We couldn’t care less what management thinks about the CRONA leadership. Borges & Co. may have told them we would swallow this deal, but rank-and-file nurses have something to say about that. CRONA is far more concerned with impressing hospital management than they are in meeting the needs of nurses who have been risking our lives during the pandemic.
Could there be any more proof of why we must take the conduct of this struggle into our own hands?
That is why we have formed the Stanford Nurses Rank-and-File Committee. This is what we propose:
1) Demand a delay on the vote until Wednesday, May 4! We must have time to read the contract and discuss it democratically before casting our ballots!

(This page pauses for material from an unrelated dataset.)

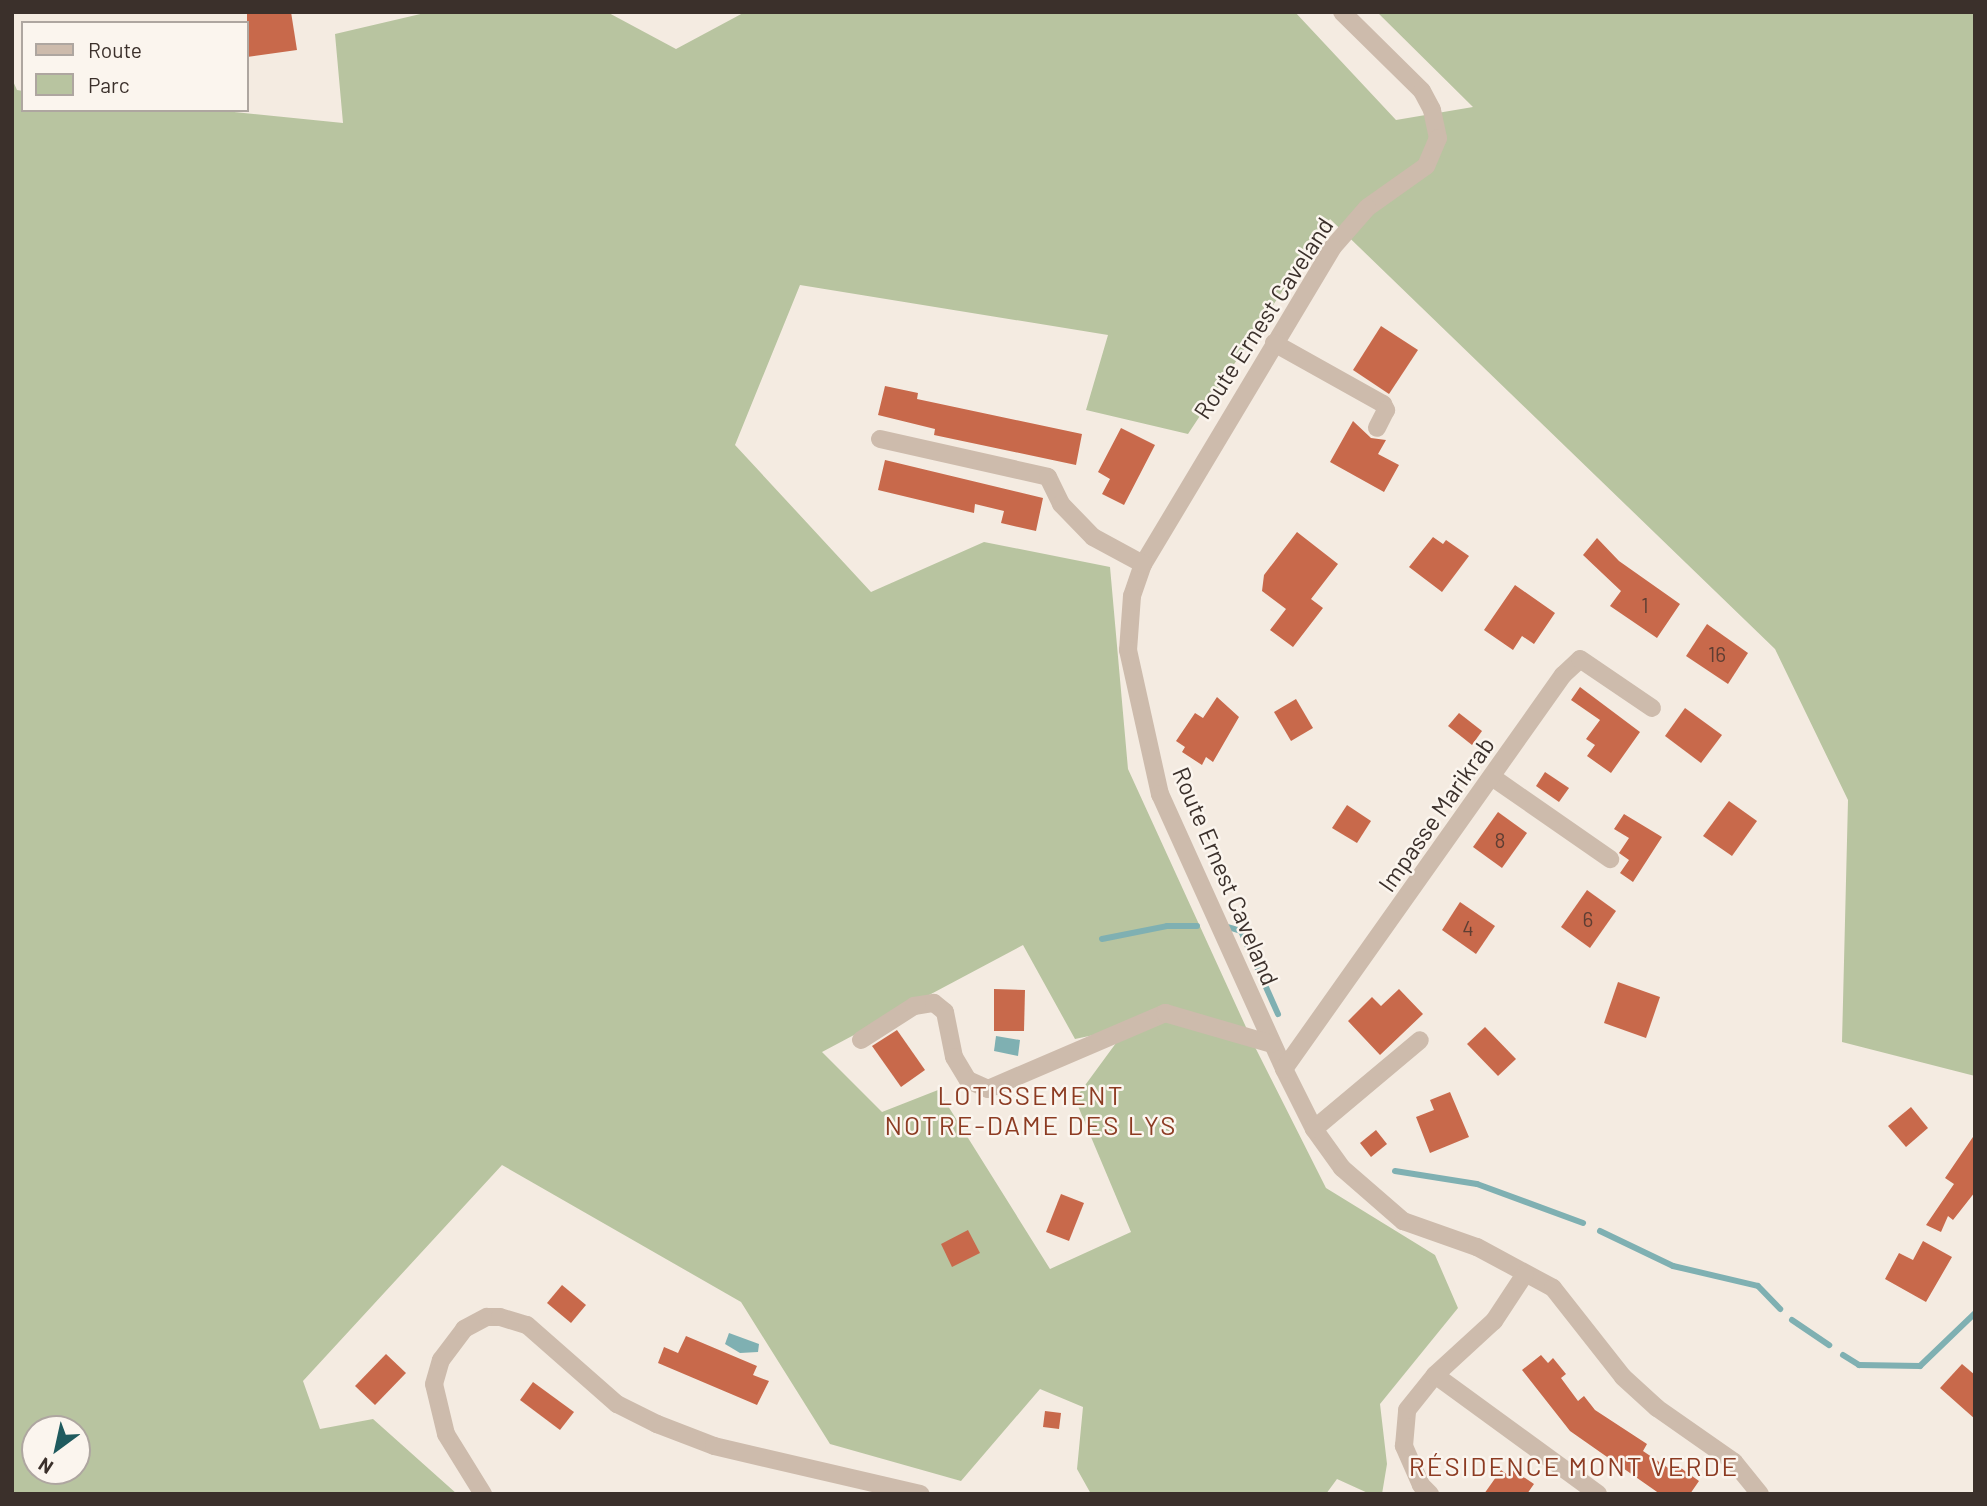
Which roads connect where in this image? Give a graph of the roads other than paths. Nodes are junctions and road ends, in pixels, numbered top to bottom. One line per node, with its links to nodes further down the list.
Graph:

2) If CRONA ignores our demands, we urge nurses to campaign among their friends and coworkers for a “No” vote on this deal. We encourage nurses to post videos and comments on social media using the hashtag #StanfordNursesVoteNo.
3) Rank-and-file nurses must oversee the vote counting. Based on the undemocratic way CRONA has tried to force this contract through, we do not trust that they will accurately count the votes without democratic oversight.
4) Inform all nurses not to return to work! CRONA said Saturday that we should go back to work now because “the hospital needs us.” This is an appeal for nurses to scab on each other! The entire point of a strike is to stay out and stay united!
5) Throw out the bargaining committee and call immediate elections for a new bargaining committee, elected by the rank and file.
6) Broaden the strike! Reach out to nurses you know at all other hospitals: 8,000 Sutter nurses are working under an expired contract; 19,000 Kaiser workers have a contract coming up August 31; 2,000 workers at Cedars-Sinai will strike on May 9; 3,700 nurses at Tenet Healthcare are working under a contract that will expire on June 30. We are fighting the same fight, we should all be striking at once!
7) Adequate strike pay for nurses! We are fighting for all nurses and therefore the resources of CRONA, the California Nurses Association and all the unions must be made available to us to sustain this battle.
8) No ratification of a contract unless it includes the demands that nurses and our families need. This includes:
- A 15 percent wage increase each year of the contract.
- Monthly cost-of-living adjustments to counteract inflation.
- Hire thousands of new nurses to guarantee nurse-to-patient ratios, including 1:1 for the ICU, 1:2 for the IICU and 1:3 for Medsurge.
If we take a stand, we will win the support we need to take on Stanford Health Care and the Silicon Valley executives and billionaires on its corporate board. Workers everywhere are fed up with eroding living standards, unbearable working conditions and record high corporate profits. Strikes are taking place among workers across the Bay Area, including 600 oil workers at Chevron and thousands of teachers in Oakland. Strikes and mass protests are taking place all over the world against the rising cost of living, including in Sri Lanka, Sudan, Peru and many other countries. Nurses are currently on strike around the world, on all continents, all protesting over the same issues as us.
We must join this growing world movement for social equality. That’s why we have founded the Stanford Nurses Rank-and-File Committee, which will allow us to share information, democratically discuss our demands, plan common action and fight for the broadest unity possible to win our strike.